My Sunday Washington Post Business Section column is out. This morning, we look at how to avoid usual errors when you are managing your online banking, investment, and retirement accounts: Protect your assets by practicing common-sense cybersecurity.
Here’s an excerpt from the column:
“We spend most of our time in financial markets looking at ways to deploy our capital: What assets to buy or sell, how much we should save for retirement, whether we should own more of these stocks and less of those bonds.
We don’t spend so much time thinking about the ways we can lose that money — to fraud and to common theft. We should be more vigilant, especially as we move our lives online, with digital access to our checking and savings accounts, our online portfolios, even our taxes.
It is impossible to make yourself hack-proof, but you can make yourself less vulnerable. It all starts with some common-sense security steps. Three ways you probably can improve your existing practices.”
There are quote a few common sense suggestions that I am going to bet many of you are not following . . .
Source:
Protect your assets by practicing common-sense cybersecurity
Barry Ritholtz
Washington Post, April 12 2015
http://wapo.st/1GWSmMH
BR, what’s your feeling about using password managers (e.g., 1password or Keychain Assistant)? When one uses a different password for everything that wants one, it quickly spirals beyond and human’s ability to manage. And how often do you think that passwords should be changed?
My thinking is that if one uses a different password (key) for every account (lock), the scope of the damage from any service you connect to is limited, and making changes for the sake of change imposes huge overhead (when one has thousands of passwords), and would seem to offer no advantage if one uses randomized passwords that have no semantic content (e.g., words, leet-speak, dates or other significant numbers).
Do you think that multi-factor authentication offers significant benefits?
One of the things that baffles me is why I still have financial accounts with major financial firms where the usernames and passwords for internet access are not case sensitive and can’t use special characters. Those are simple changes that dramatically reduce the breakability of passwords.

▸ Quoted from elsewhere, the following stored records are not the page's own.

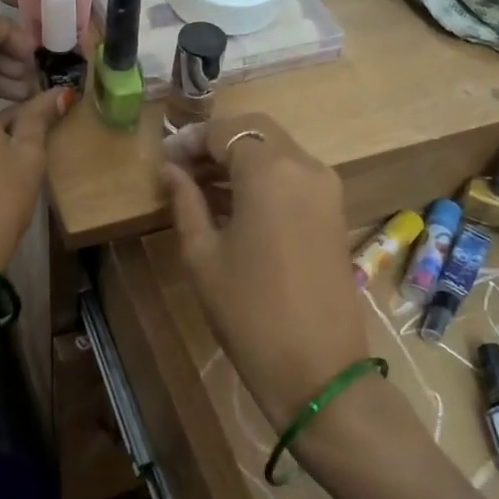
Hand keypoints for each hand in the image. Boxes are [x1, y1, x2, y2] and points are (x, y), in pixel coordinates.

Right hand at [160, 115, 370, 432]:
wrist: (317, 368)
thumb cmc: (248, 311)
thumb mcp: (203, 255)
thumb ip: (185, 203)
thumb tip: (170, 171)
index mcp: (270, 171)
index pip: (225, 131)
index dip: (190, 140)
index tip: (165, 161)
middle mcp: (305, 166)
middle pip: (256, 130)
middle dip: (216, 143)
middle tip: (181, 169)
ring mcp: (326, 188)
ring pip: (277, 151)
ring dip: (240, 158)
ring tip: (200, 187)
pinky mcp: (334, 211)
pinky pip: (294, 175)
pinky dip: (263, 177)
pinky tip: (233, 203)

I use Thunderbird running on my Linux operating system. The email is always shown as plain text. You have to enable any thing beyond that for each email. Nothing automatic. I run programs like that in non root mode so it is hard to install malware with out me granting the root password. Good administrators can lock down a Window computer like this. I am a hobbyist not a professional. A tip for creating a good password is to use a sentence and use some symbols and numbers for some of the words. This makes it easy to remember but hard to crack. Ritholtz’s blog is greater than the power six to educated and inform, becomes Rbi>tt^62eai which is tough to crack but not hard to remember. Store passwords like this in a file encrypted with the directory being set to only give you privileges to read or write to. And do not share your passwords. Never just click on links in browsers or emails unless you first check and see where the link goes to. Beware of plishing attempts. One clues is they all seem to prey on peoples greed or fears. Readers to this blog are a sophisticate bunch and I am sure others have good tips.
I use “two factor” authentication for my investment accounts: They provide me an RSA random number generator and I enter that code along with my password each time I login. If my password gets hacked a thief still can’t log on to my account because they don’t have the dongle.
Also, when I create passwords I take the first letters from each word in a sentence that is meaningful to me. For example:
I went to Jamaica this summer with my Son George, wife Sharon and daughter Sally.
Becomes as a password (with a special character and number at the end). So to remember the password, just remember the sentence. It is for all purposes un-crackable.
IwtJtswmsGwSadS2!
Very good advice! Unfortunately nothing is infallible. “This is your main address — for colleagues, clients and peers.” I have such an address for family use only. I have a different one for friends, yet another for business, and still yet another for businesses that have been hacked but I must deal with anyway.
Yesterday my family address received spam from a bot that is running on one of my grandson’s tablet. Now that address will soon get spam. I think my e-mail provider provides for “whitelist only” and I’ll have to switch to that.